An Israeli-Palestinian Confederation: Opportunities and Challenges

Event Date: Tuesday November 16, 2021
Time: 12:00 pm - 1:00 pm ET (US and Canada)

The Program on Negotiation at Harvard Law School and the Middle East Negotiation Initiative
are pleased to present:

PON Live!
An Israeli-Palestinian Confederation: Opportunities and Challenges

A panel discussion

Tuesday, November 16, 2021

12:00 – 1:00 pm ET (US and Canada)

Free and open to the public.


Panel participants:

Dr. Dahlia Scheindlin

Dr. Dahlia Scheindlin
Public Opinion Expert and Strategic Consultant

Omar H. Rahman

Omar H. Rahman
Writer, Political Analyst, Journalist

Omar Dajani

Omar Dajani
Professor of Law, University of the Pacific
Co-director, McGeorge Global Center for
Business and Development
Co-director, International Certificate of Concentration

Robert H. Mnookin

Moderator:
Robert H. Mnookin
Samuel Williston Professor of Law
Harvard Law School

 

 

About the talk:

Two main ideas for resolving the Israeli-Palestinian conflict, the one-state and two-state solutions, are increasingly discredited. Israelis fear that a combined, single state would lose its Jewish character; Palestinians fear that it would be a Jewish apartheid state. Changes on the ground make a separation into two states increasingly difficult, even if desirable. Nor is maintaining the status quo necessarily tenable over the long run. Consequently, the idea of a confederation between Israelis and Palestinians living between the Mediterranean Sea and the Jordan River has emerged as a third option. Our panelists, Dr. Dahlia Scheindlin, Omar Rahman and Professor Omar Dajani, will present the rationale for such a confederation, discussing potential benefits and challenges. Harvard Law School Professor Robert Mnookin will chair and moderate the discussion.

About the Panelists:

Dr. Dahlia Scheindlin is a public opinion expert and strategic consultant with twenty years of experience, specializing in liberal and progressive social causes. She has advised eight national campaigns in Israel and has worked in 15 other countries. Dr. Scheindlin conducts research and policy analysis on the Israeli-Palestinian conflict, regional foreign policy, democracy, human rights and civil rights, minority issues, religion and state, domestic political analysis, comparative conflict and comparative politics. Her clients include a long list of local and international civil society groups, think tanks and political actors. She has regional expertise in the Balkans and Eastern Europe, particularly post-conflict societies and transitional democracies. Dr. Scheindlin holds a Ph.D from Tel Aviv University. She has been an adjunct lecturer at Ben Gurion University of the Negev, Tel Aviv University, the Jezreel Valley College, and Eastern Mediterranean University in Cyprus. She is a co-founder at +972 Magazine and is a member of the Advisory Board of Jewish Currents magazine. Dr. Scheindlin is currently a fellow at The Century Foundation and a visiting scholar (non-resident) at the Y & S Nazarian Center for Israel Studies at UCLA. She co-hosts The Tel Aviv Review podcast and in 2021 co-hosted the Election Overdose podcast at Haaretz newspaper.

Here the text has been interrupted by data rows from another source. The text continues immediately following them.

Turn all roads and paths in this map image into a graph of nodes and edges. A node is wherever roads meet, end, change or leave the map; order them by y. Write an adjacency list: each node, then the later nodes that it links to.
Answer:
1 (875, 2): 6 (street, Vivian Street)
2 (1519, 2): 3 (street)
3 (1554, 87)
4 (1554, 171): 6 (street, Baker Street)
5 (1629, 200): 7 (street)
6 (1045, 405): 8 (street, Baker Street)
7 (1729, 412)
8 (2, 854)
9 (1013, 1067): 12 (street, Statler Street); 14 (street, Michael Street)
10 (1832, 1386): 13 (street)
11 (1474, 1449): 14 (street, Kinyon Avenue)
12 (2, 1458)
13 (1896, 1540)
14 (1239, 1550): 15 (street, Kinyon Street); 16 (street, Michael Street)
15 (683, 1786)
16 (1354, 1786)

Omar H. Rahman is a writer, political analyst and journalist focused on Middle East politics and American foreign policy. Between 2019 and 2021, Rahman was a visiting fellow at the Brookings Institution’s Doha Center, where he researched and wrote about the Israeli-Palestinian conflict, as well as the Arab Gulf and the intersection between the two. He frequently speaks at events for his expertise on the Middle East region and briefs policymakers. His work has been published in The Washington Post, Foreign Policy, The Guardian, Rolling Stone, Lawfare, The National Interest, and World Politics Review, among others. Rahman is currently writing a book about Palestinian de-fragmentation in the post-Oslo era.

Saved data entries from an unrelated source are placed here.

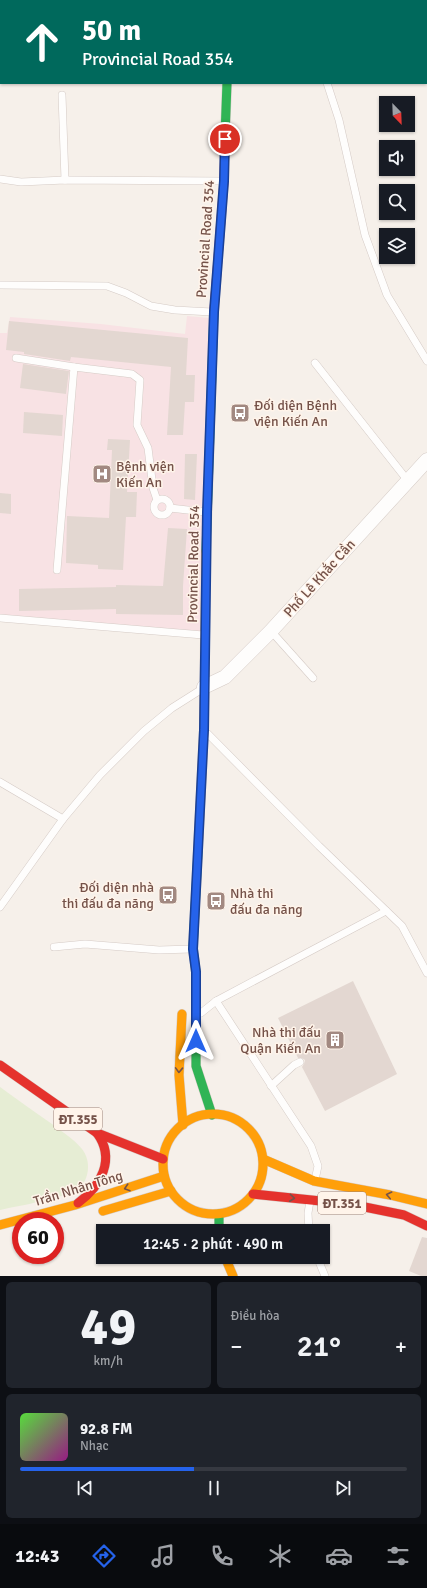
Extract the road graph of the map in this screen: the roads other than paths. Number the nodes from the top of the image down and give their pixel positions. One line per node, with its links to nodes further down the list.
1 (227, 84): 6 (main road, Provincial Road 354)
2 (327, 84): 10 (lane)
3 (62, 95): 5 (lane)
4 (0, 179): 5 (lane)
5 (65, 180): 6 (lane)
6 (224, 181): 8 (main road, Provincial Road 354)
7 (0, 285): 8 (lane)
8 (214, 312): 17 (main road, Provincial Road 354)
9 (16, 358): 12 (lane)
10 (427, 361)
11 (315, 363): 14 (lane)
12 (74, 367): 15 (lane); 18 (lane)
13 (427, 460): 14 (street, Phố Lê Khắc Cần)
14 (408, 481): 20 (street, Phố Lê Khắc Cần)
15 (157, 500): 16 (lane); 16 (lane)
16 (170, 508): 17 (lane)
17 (207, 512): 21 (main road, Provincial Road 354)
18 (57, 570)
19 (0, 618): 21 (lane)
20 (272, 631): 22 (lane); 23 (street, Phố Lê Khắc Cần)
21 (206, 636): 23 (main road, Provincial Road 354)
22 (313, 678)
23 (204, 687): 24 (main road, Provincial Road 354); 26 (lane)
24 (204, 730): 28 (lane); 30 (main road, Provincial Road 354)
25 (0, 782): 26 (lane)
26 (63, 819): 27 (lane)
27 (0, 908)
28 (386, 911): 32 (lane); 33 (lane)
29 (54, 947): 30 (lane)
30 (193, 949): 31 (main road); 35 (main road)
31 (186, 966)
32 (427, 973)
33 (216, 1001): 35 (lane); 38 (lane)
34 (183, 1004): 40 (main road, one-way to 40)
35 (196, 1016): 39 (main road)
36 (300, 1062): 38 (lane)
37 (0, 1065): 41 (main road, ĐT.355)
38 (271, 1086): 46 (lane)
39 (212, 1115): 40 (main road); 43 (main road)
40 (183, 1125): 42 (main road)
41 (97, 1133): 42 (main road, ĐT.355); 49 (main road)
42 (164, 1159): 44 (main road)
43 (263, 1159): 46 (main road, ĐT.351); 47 (main road)
44 (164, 1176): 45 (main road); 49 (main road, Trần Nhân Tông, one-way to 49)
45 (171, 1191): 50 (main road, Trần Nhân Tông); 51 (main road)
46 (312, 1191): 47 (main road, ĐT.351, one-way to 46); 48 (main road, ĐT.351, one-way to 46); 53 (lane); 55 (main road, ĐT.351)
47 (253, 1194): 51 (main road)
48 (426, 1203)
49 (75, 1205): 54 (main road, Trần Nhân Tông)
50 (93, 1214)
51 (219, 1214): 52 (main road)
52 (219, 1224)
53 (309, 1224)
54 (0, 1225)
55 (427, 1226)
56 (228, 1264): 58 (main road)
57 (320, 1264): 59 (lane)
58 (233, 1276)
59 (325, 1276)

Omar Dajani is a professor of law, and co-director of the University of the Pacific law school’s Global Center for Business & Development and International Certificate of Concentration. He is recognized as a leading expert on legal aspects of the Palestinian-Israeli conflict. Dajani began his legal career by clerking for Judge Dorothy W. Nelson on the United States Court of Appeals for the Ninth Circuit and working as a litigation associate at the Washington, D.C., office of Sidley & Austin. In 1999, Dajani was recruited to serve as a legal adviser to the Palestinian negotiating team in peace talks with Israel, ultimately participating in the summits at Camp David and Taba. He then joined the office of the United Nations Special Coordinator for the Middle East Peace Process (UNSCO), where he worked on peacebuilding initiatives and played a lead role in marshaling and organizing international efforts to support Palestinian legal and political reforms. Dajani has continued since that time to work as a consultant on a variety of legal infrastructure development and conflict resolution projects in the Middle East and elsewhere – for institutions including the U.S. Department of State, the Norwegian Peacebuilding Resource Center (NOREF), and the Center for Humanitarian Dialogue.

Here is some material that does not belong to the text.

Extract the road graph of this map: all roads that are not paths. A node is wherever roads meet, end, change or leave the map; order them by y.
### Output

Moderator Robert H. Mnookin is the Samuel Williston Professor of Law at Harvard Law School, the Director of the Harvard Negotiation Research Project and, for twenty-five years served as Chair of the Program on Negotiation at Harvard Law School. A leading scholar in the field of conflict resolution, Professor Mnookin has applied his interdisciplinary approach to negotiation and conflict resolution to a remarkable range of problems and has served as a consultant to governments, international agencies, major corporations and law firms. His work has included facilitation of various dialog processes among Israelis and Palestinians.